◆ **What the task requires**
Copy out each line of the data that holds the word "Hutberger".

++++++++

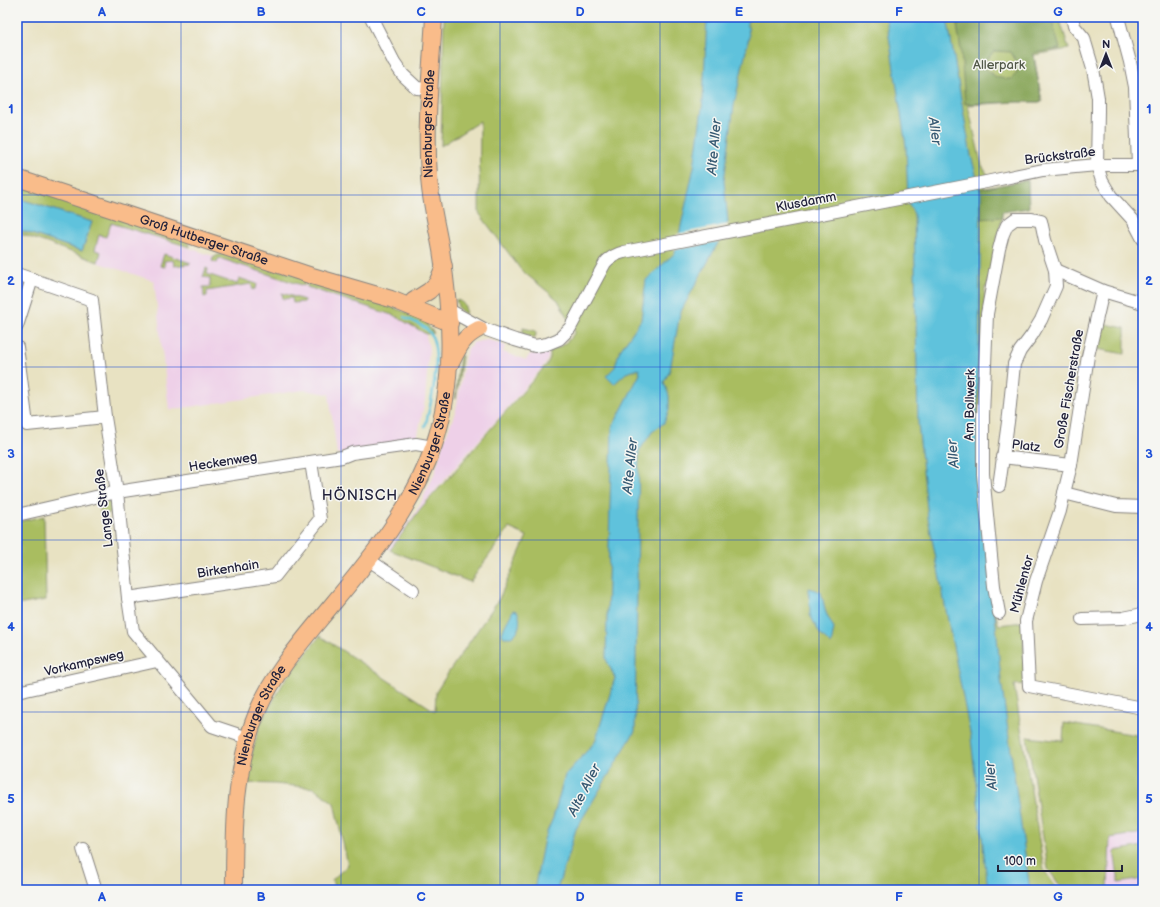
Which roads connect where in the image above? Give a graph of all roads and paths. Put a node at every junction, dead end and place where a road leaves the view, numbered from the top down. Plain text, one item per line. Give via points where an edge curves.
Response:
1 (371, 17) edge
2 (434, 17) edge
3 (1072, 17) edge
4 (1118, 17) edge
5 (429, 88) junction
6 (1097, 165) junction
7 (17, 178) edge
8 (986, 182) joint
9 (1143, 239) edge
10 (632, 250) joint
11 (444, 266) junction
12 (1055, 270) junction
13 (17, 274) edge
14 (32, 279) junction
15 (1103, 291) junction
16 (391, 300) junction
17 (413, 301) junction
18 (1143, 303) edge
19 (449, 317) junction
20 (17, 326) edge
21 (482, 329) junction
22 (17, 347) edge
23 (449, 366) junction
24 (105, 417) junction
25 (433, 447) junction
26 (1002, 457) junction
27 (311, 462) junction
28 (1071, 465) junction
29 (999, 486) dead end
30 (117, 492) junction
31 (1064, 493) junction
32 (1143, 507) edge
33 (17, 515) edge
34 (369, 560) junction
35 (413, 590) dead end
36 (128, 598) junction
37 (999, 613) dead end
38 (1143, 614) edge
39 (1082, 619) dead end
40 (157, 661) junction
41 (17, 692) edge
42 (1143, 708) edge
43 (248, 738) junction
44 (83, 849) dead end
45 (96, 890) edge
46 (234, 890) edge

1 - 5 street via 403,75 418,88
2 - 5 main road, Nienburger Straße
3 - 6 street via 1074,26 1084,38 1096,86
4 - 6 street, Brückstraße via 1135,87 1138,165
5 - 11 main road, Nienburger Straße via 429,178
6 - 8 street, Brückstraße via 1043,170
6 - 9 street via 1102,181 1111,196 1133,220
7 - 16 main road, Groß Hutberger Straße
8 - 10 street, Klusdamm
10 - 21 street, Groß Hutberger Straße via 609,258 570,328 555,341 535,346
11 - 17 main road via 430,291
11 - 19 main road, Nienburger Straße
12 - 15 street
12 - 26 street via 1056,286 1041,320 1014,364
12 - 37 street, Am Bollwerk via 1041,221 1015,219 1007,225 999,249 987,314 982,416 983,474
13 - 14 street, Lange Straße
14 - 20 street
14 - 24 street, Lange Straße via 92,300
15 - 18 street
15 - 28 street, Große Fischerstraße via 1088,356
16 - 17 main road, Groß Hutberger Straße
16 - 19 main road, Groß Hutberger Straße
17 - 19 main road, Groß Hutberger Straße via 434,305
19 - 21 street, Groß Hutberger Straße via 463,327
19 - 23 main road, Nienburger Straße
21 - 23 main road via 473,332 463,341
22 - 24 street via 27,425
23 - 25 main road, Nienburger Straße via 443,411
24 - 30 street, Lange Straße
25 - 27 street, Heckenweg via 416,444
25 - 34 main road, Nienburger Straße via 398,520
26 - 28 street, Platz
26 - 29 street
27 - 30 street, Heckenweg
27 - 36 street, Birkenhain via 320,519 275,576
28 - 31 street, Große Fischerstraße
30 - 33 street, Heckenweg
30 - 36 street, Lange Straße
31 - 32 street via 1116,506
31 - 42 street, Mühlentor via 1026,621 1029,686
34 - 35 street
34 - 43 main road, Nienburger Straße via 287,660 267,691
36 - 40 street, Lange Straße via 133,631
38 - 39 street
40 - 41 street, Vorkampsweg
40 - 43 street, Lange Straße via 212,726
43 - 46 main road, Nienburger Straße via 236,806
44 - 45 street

++++++++

◆ **Exercise solution**
7 - 16 main road, Groß Hutberger Straße
10 - 21 street, Groß Hutberger Straße via 609,258 570,328 555,341 535,346
16 - 17 main road, Groß Hutberger Straße
16 - 19 main road, Groß Hutberger Straße
17 - 19 main road, Groß Hutberger Straße via 434,305
19 - 21 street, Groß Hutberger Straße via 463,327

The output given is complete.